▸ YOUR INSTRUCTIONS: I need the number of lines in the data that include "GARDENS"; reply with that number alone.

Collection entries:
+++++

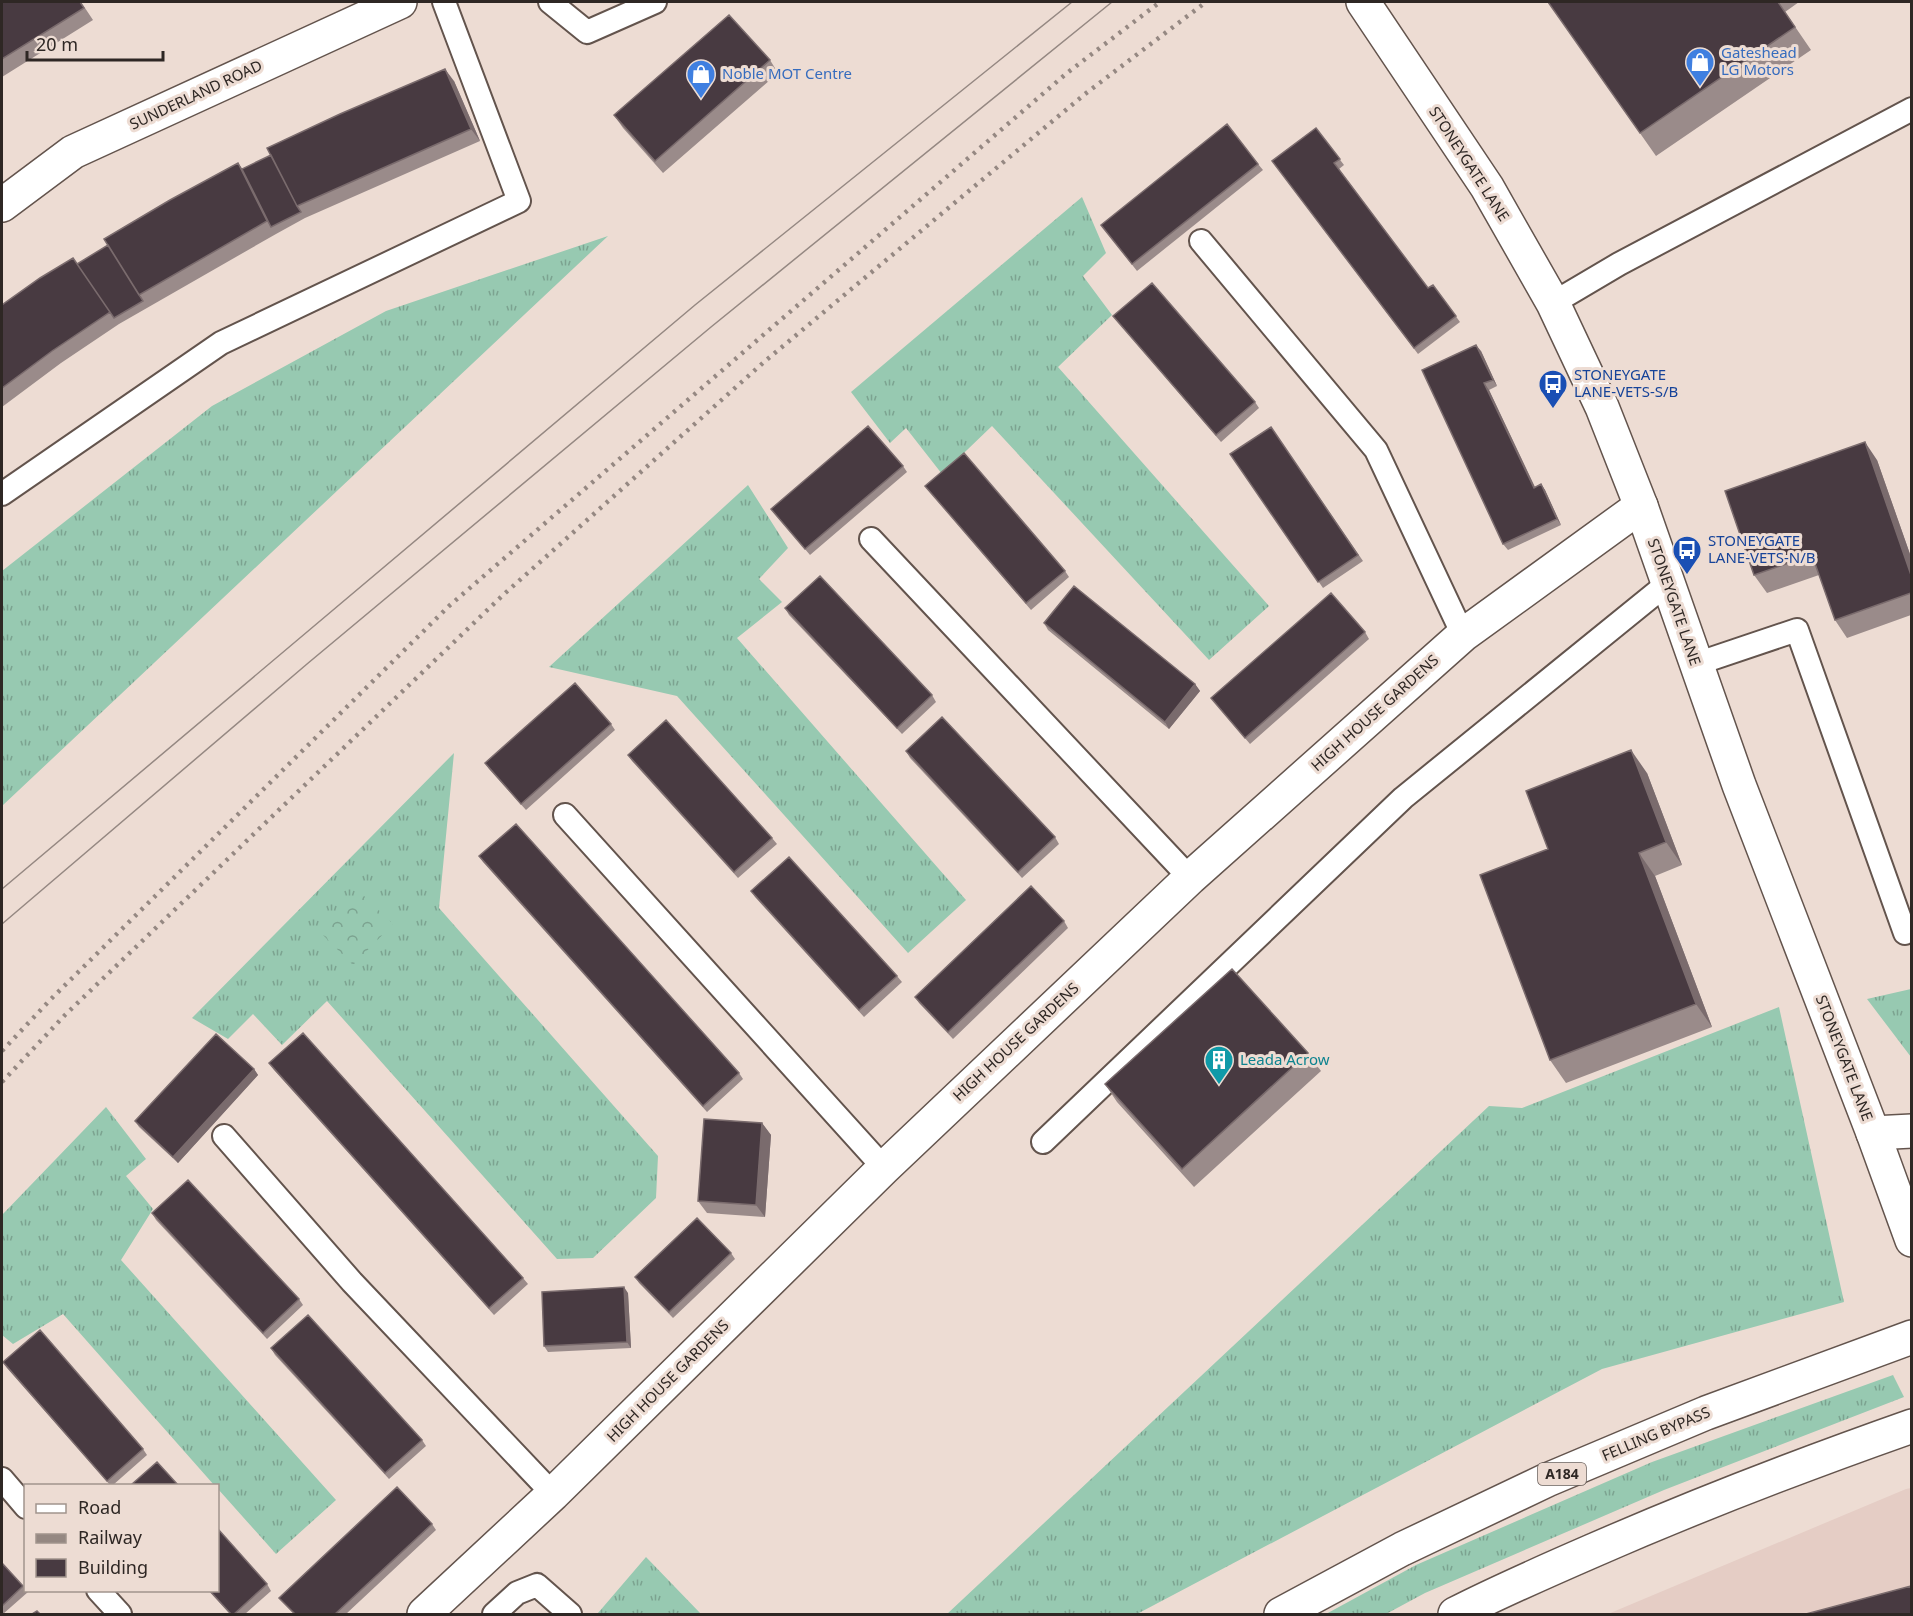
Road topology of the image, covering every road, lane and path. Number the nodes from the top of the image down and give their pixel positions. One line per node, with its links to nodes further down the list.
1 (400, 2): 7 (main road, SUNDERLAND ROAD)
2 (444, 2): 10 (lane)
3 (550, 2): 4 (lane)
4 (655, 2)
5 (1363, 2): 9 (main road, STONEYGATE LANE)
6 (1911, 109): 9 (lane)
7 (2, 205)
8 (1201, 241): 14 (lane)
9 (1553, 303): 11 (main road, STONEYGATE LANE)
10 (2, 494)
11 (1641, 506): 13 (main road, STONEYGATE LANE); 14 (main road, HIGH HOUSE GARDENS)
12 (871, 540): 17 (lane)
13 (1668, 583): 15 (main road, STONEYGATE LANE); 22 (lane)
14 (1463, 635): 17 (main road, HIGH HOUSE GARDENS)
15 (1696, 664): 18 (lane); 20 (main road, STONEYGATE LANE)
16 (564, 815): 23 (lane)
17 (1190, 878): 23 (main road, HIGH HOUSE GARDENS)
18 (1905, 933)
19 (1911, 1131): 20 (main road)
20 (1873, 1133): 24 (main road, STONEYGATE LANE)
21 (224, 1136): 28 (lane)
22 (1043, 1142)
23 (884, 1168): 28 (main road, HIGH HOUSE GARDENS)
24 (1911, 1240)
25 (1911, 1337): 36 (main road, FELLING BYPASS / A184)
26 (1898, 1431): 31 (main road)
27 (2, 1479): 29 (lane)
28 (553, 1494): 33 (main road, HIGH HOUSE GARDENS)
29 (24, 1505)
30 (100, 1592): 32 (lane)
31 (1494, 1594): 37 (main road); 38 (main road)
32 (120, 1614)
33 (424, 1614)
34 (494, 1614): 35 (lane)
35 (570, 1614)
36 (1281, 1614)
37 (1455, 1614)
38 (1466, 1614)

+++++

▸ EXERCISE ANSWER: 5